D'autres points majeurs du Grenelle initial ont disparu de la loi. Au départ, le Grenelle prévoyait le gel des projets autoroutiers et des projets d'aéroports. A l'arrivée, la loi stipule dans l'article 9 que « l'Etat veillera à ce que l'augmentation des capacités routières soit limitée au traitement des points de congestion », ce qui constitue un glissement sémantique par rapport aux dispositions initiales du grenelle, qui affirmait que « la capacité routière globale du pays ne doit plus augmenter, sauf pour éliminer les points de congestion ». La demande des ONG environnementales de lancer la réalisation d'un nouveau schéma d'infrastructures nationales selon un processus de concertation semble avoir été abandonnée. L'autouroute A65 Langon-Pau verra bien le jour en Aquitaine, malgré la mobilisation des associations locales, et la construction de l'aéroport Notre-Dame des Landes est confirmée. De même, le projet de grand contournement de Strasbourg a été déclaré d'utilité publique, mais celui de Bordeaux a été abandonné.

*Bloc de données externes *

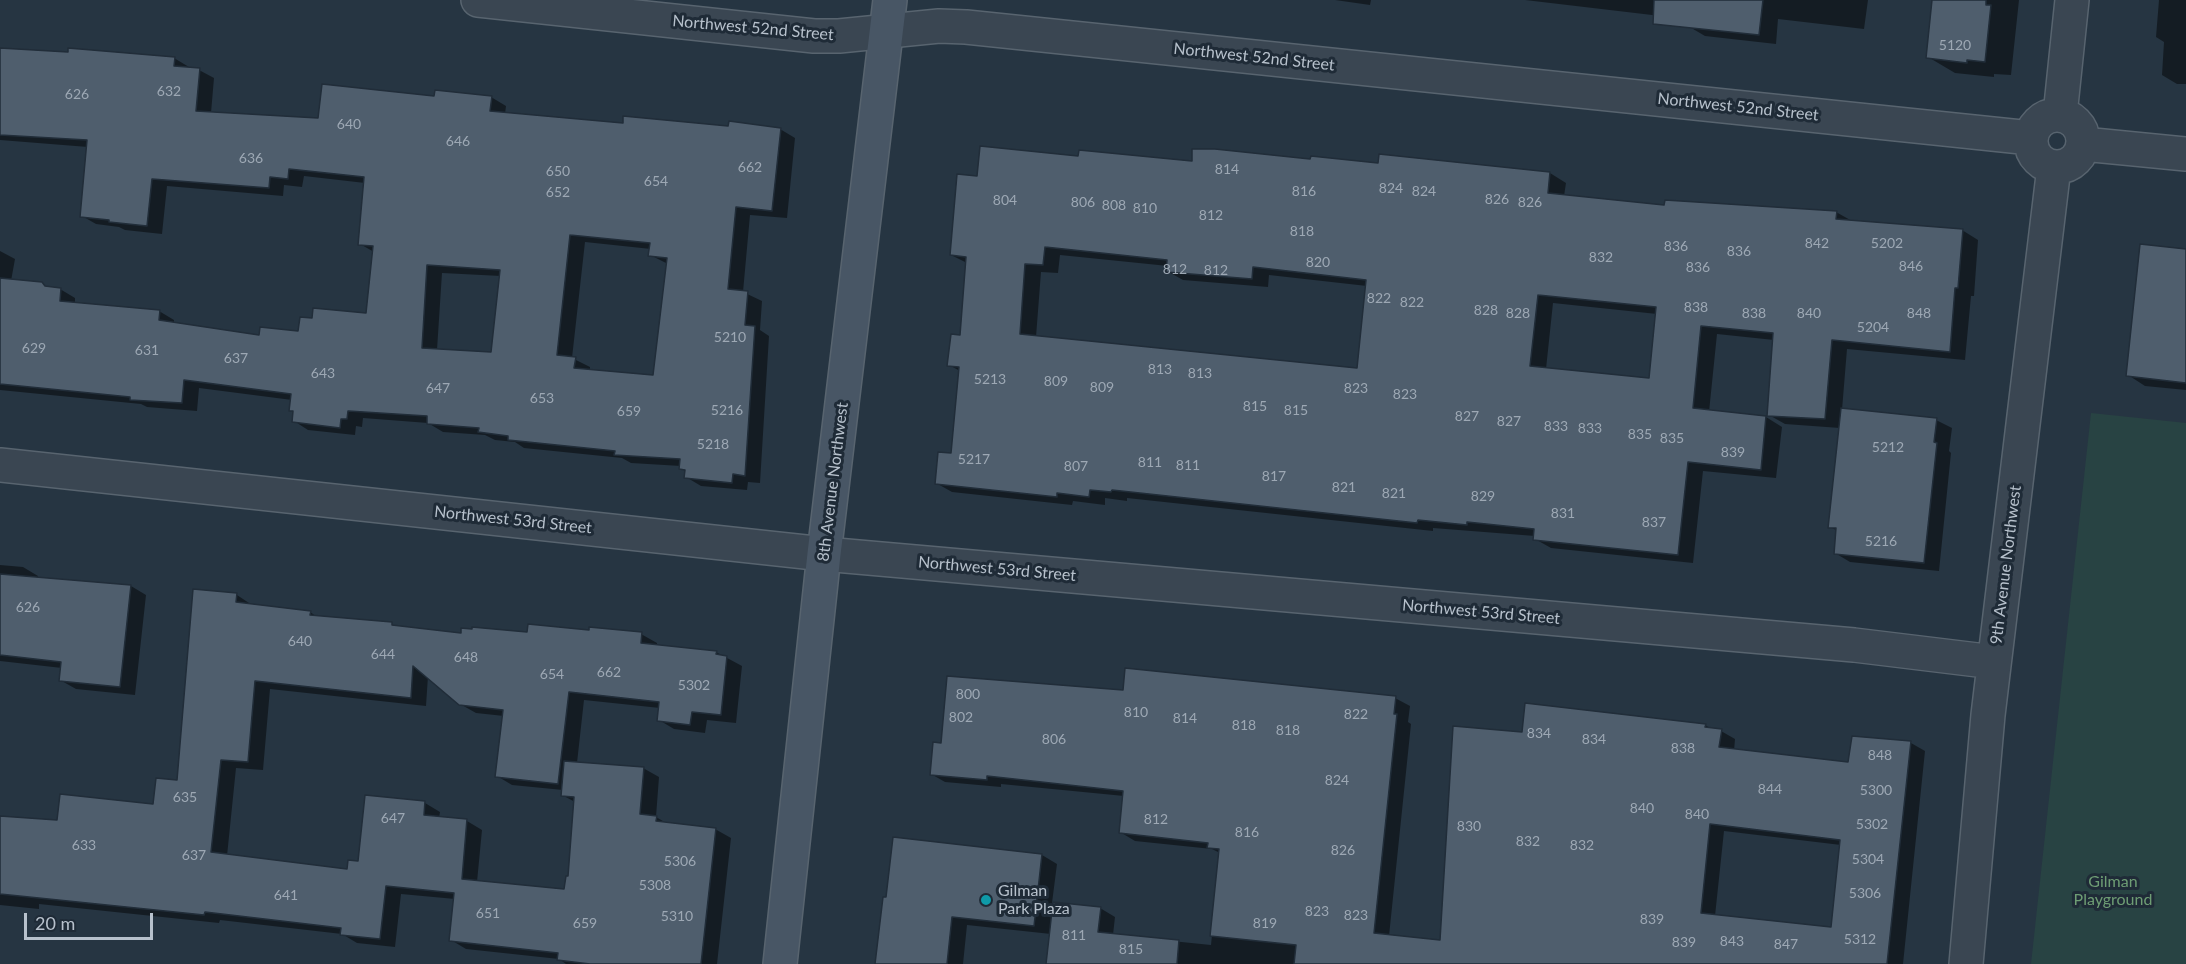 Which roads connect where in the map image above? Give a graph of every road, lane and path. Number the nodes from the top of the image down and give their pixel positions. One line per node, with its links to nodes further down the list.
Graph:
1 (478, 0): 3 (street, Northwest 52nd Street)
2 (2072, 0): 4 (street)
3 (888, 16): 5 (street, Northwest 52nd Street); 10 (main road, 8th Avenue Northwest)
4 (2060, 115): 5 (street); 6 (street)
5 (2031, 138): 8 (street)
6 (2083, 144): 7 (street); 8 (street)
7 (2186, 154)
8 (2054, 167): 11 (street, 9th Avenue Northwest)
9 (0, 465): 10 (street, Northwest 53rd Street)
10 (824, 554): 11 (street, Northwest 53rd Street); 12 (main road, 8th Avenue Northwest)
11 (1994, 662): 13 (street, 9th Avenue Northwest)
12 (780, 964)
13 (1966, 964)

Difficile, au bout du compte, d'avoir une vision d'ensemble des orientations données au secteur des transports, en l'absence d'un schéma national préalablement discuté sur la place publique. Du côté du fret ferroviaire, les choses semblent évoluer dans le bon sens puisque la commission des affaires économiques a adopté un amendement stipulant que « les moyens dévolus à la politique des transports des marchandises sont mobilisés pour faire évoluer la part de marché du non routier de 14 à 25 % à l'échéance 2022. En première étape, le programme d'action permettra d'atteindre une croissance de 25% de la part de marché du fret non routier d'ici 2012 ». Pour autant, le fret « non routier » ne fait qu'englober le fret ferroviaire et relativise donc sa part. C'est ce qui inquiète France Nature Environnement, qui constate la grande difficulté de mettre en œuvre le développement du fret ferroviaire, tandis que le Réseau Action Climat propose en vain que la loi formule clairement que, dans la perspective d'une révolution écologique véritable, la route et l'avion deviennent des solutions de dernier recours et que deux millions de camions doivent, d'ici à 2012, être transférés de la route vers le rail.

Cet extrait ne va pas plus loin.